Task details = For every line in the records below that holds "Right", make a copy.

Provided data =
┌──

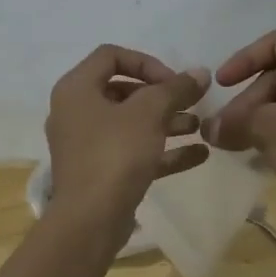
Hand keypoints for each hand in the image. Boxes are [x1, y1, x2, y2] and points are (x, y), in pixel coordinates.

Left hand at [45, 46, 209, 232]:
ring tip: (200, 126)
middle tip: (191, 102)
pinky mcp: (100, 172)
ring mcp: (86, 144)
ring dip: (166, 122)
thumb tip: (200, 72)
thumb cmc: (114, 154)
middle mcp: (75, 112)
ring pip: (131, 124)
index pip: (111, 56)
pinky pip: (133, 152)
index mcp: (76, 88)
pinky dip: (162, 150)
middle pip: (123, 90)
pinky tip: (199, 154)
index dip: (147, 62)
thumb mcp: (149, 113)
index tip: (173, 81)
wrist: (90, 220)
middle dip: (162, 96)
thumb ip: (176, 89)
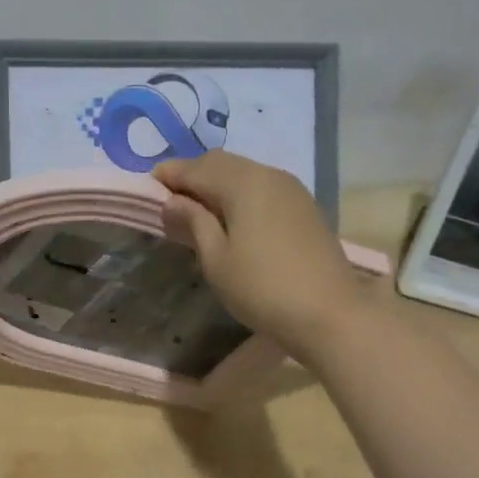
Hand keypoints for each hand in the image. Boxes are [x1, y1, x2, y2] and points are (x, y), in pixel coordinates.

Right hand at [154, 150, 365, 360]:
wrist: (331, 314)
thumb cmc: (262, 288)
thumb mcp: (216, 258)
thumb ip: (193, 222)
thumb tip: (172, 201)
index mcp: (243, 182)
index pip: (195, 168)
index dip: (169, 175)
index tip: (147, 188)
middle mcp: (268, 174)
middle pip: (220, 163)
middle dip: (192, 176)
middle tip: (171, 203)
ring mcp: (291, 189)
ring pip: (243, 173)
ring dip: (217, 185)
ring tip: (198, 213)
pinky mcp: (304, 207)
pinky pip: (262, 187)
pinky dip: (239, 194)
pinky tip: (232, 220)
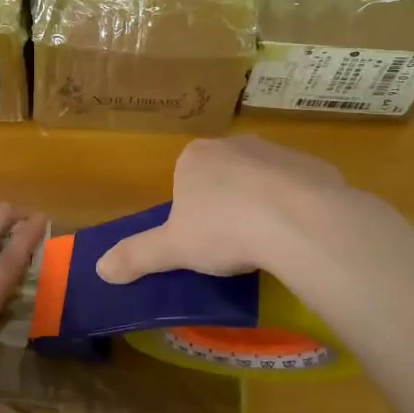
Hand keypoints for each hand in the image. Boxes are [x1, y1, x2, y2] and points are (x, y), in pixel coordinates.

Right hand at [95, 136, 363, 284]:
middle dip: (227, 204)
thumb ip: (137, 255)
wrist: (298, 220)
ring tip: (268, 243)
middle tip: (233, 244)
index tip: (202, 240)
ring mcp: (276, 151)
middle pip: (224, 176)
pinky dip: (297, 208)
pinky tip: (299, 235)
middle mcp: (234, 144)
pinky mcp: (314, 165)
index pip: (185, 180)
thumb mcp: (173, 249)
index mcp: (195, 157)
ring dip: (263, 204)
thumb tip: (99, 269)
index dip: (191, 211)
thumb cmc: (224, 228)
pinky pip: (299, 188)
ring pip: (262, 180)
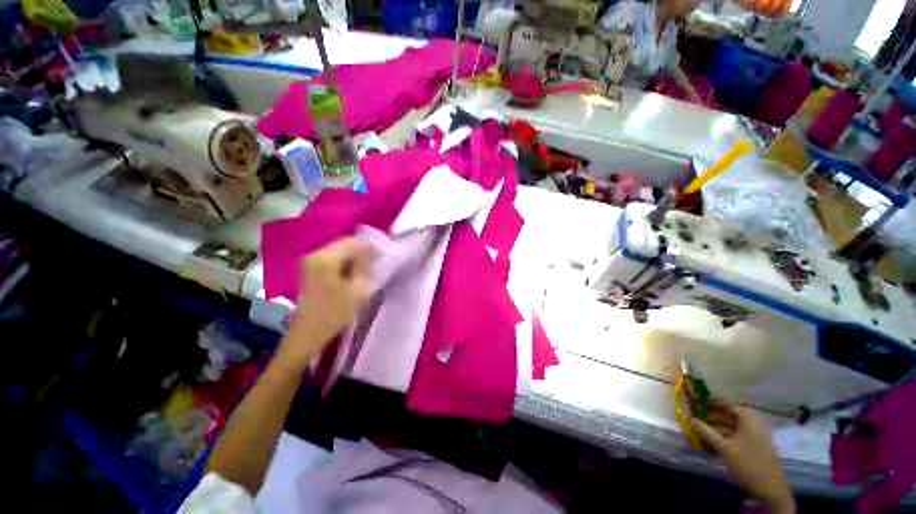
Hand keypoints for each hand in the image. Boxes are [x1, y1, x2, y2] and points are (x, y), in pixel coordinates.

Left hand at [277, 237, 373, 368]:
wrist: (307, 334)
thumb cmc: (334, 313)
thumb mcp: (357, 290)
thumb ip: (365, 266)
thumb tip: (371, 251)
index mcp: (325, 258)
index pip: (353, 241)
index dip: (371, 246)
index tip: (384, 255)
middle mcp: (315, 254)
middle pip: (345, 244)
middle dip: (363, 251)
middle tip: (378, 262)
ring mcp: (310, 261)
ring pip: (340, 251)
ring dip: (355, 257)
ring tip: (368, 268)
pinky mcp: (311, 269)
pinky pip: (333, 259)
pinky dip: (346, 263)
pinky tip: (354, 273)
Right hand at [690, 400, 794, 513]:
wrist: (770, 489)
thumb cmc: (748, 462)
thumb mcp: (724, 447)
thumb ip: (706, 431)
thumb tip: (689, 418)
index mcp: (747, 417)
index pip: (725, 402)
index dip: (708, 401)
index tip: (693, 400)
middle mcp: (752, 421)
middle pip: (727, 414)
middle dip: (709, 415)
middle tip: (692, 416)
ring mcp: (753, 434)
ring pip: (729, 426)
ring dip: (713, 427)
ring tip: (697, 430)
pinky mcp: (752, 445)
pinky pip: (734, 435)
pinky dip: (721, 436)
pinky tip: (708, 442)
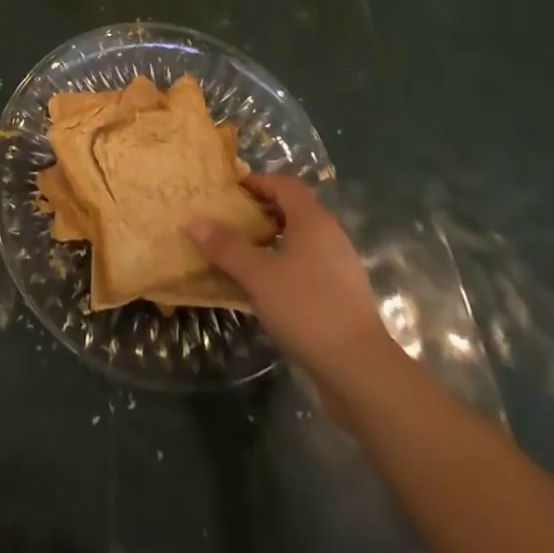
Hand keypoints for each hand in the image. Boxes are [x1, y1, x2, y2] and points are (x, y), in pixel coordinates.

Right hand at [188, 173, 390, 380]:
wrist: (361, 371)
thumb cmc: (307, 308)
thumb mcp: (258, 276)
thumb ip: (226, 247)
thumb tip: (192, 220)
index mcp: (313, 220)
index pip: (285, 184)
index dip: (258, 182)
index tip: (230, 190)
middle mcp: (330, 236)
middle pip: (294, 210)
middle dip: (262, 211)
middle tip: (230, 220)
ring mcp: (340, 267)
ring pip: (301, 241)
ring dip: (273, 241)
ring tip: (242, 254)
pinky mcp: (342, 297)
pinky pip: (308, 267)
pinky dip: (285, 266)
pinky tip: (266, 289)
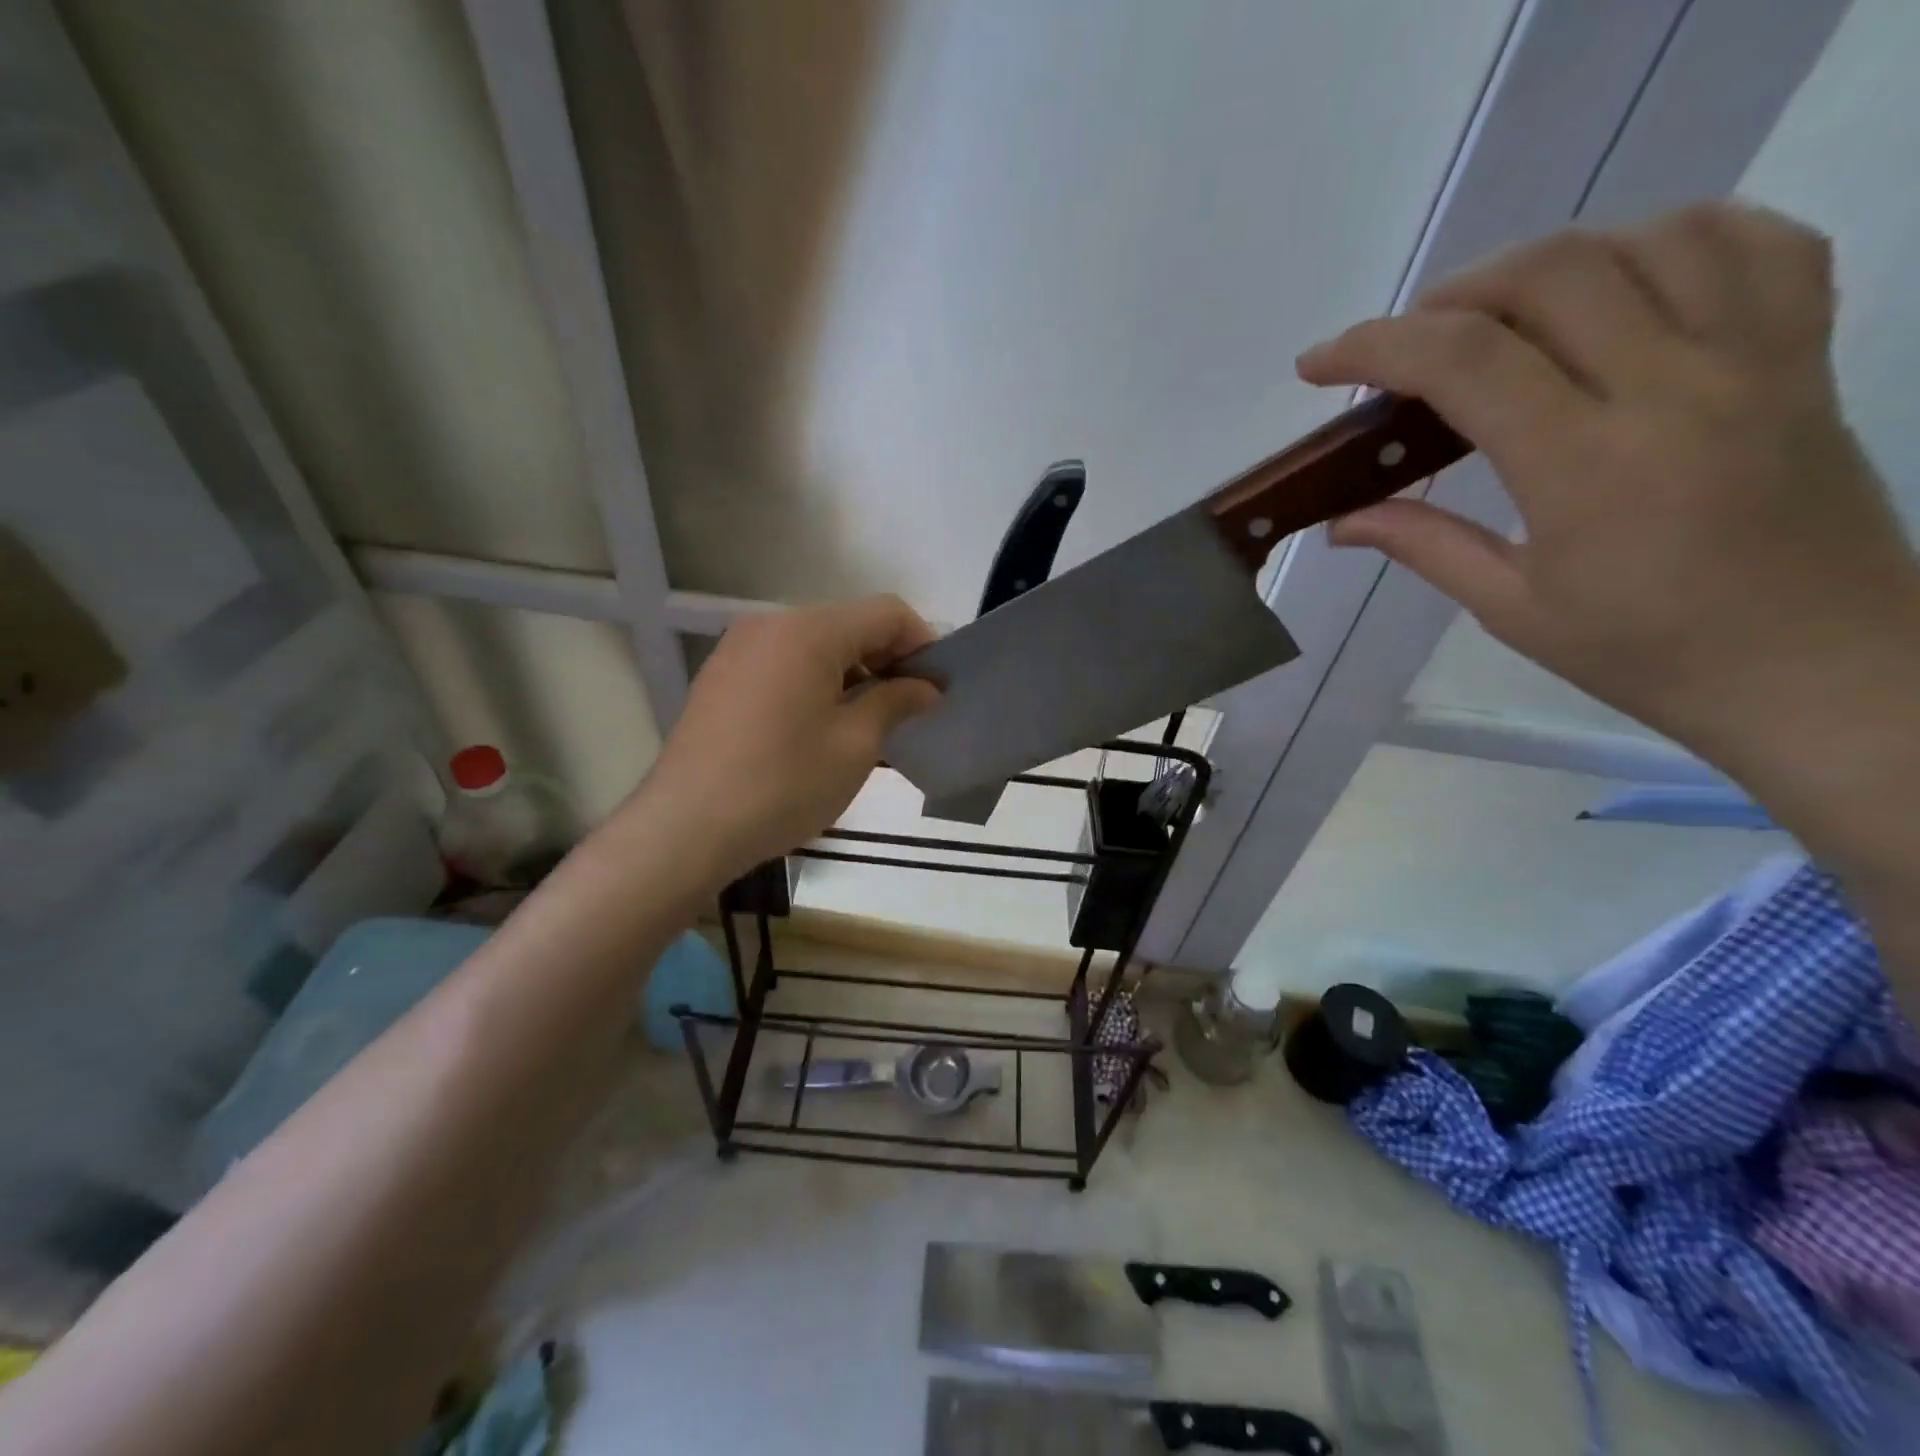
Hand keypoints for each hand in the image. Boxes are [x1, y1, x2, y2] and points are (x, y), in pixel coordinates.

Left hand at [633, 595, 940, 881]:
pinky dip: (815, 684)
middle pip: (849, 625)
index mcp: (808, 631)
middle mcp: (770, 624)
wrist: (685, 828)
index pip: (887, 613)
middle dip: (888, 661)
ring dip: (852, 675)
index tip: (938, 689)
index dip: (923, 644)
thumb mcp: (855, 745)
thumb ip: (896, 702)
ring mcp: (738, 649)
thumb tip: (926, 687)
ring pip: (816, 646)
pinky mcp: (721, 678)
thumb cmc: (782, 784)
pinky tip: (820, 729)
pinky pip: (784, 665)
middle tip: (909, 711)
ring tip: (868, 725)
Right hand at [1297, 202, 1919, 776]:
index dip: (1374, 346)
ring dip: (1547, 263)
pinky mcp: (1804, 352)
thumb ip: (1424, 545)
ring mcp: (1755, 355)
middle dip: (1450, 296)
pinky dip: (1670, 238)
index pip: (1466, 361)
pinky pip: (1754, 243)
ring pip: (1646, 238)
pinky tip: (1619, 281)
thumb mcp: (1511, 608)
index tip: (1318, 364)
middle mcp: (1674, 385)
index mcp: (1586, 464)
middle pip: (1550, 274)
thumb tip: (1342, 522)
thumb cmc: (1645, 652)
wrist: (1816, 666)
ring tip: (1500, 316)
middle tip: (1407, 347)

└──

Written response =
Right hand at [154, 150, 365, 360]:
Right hand at [95, 136, 363, 284]:
Right hand at [690, 400, 794, 513]:
Right hand at [188, 173, 390, 380]:
Right hand at [1297, 202, 1919, 776]:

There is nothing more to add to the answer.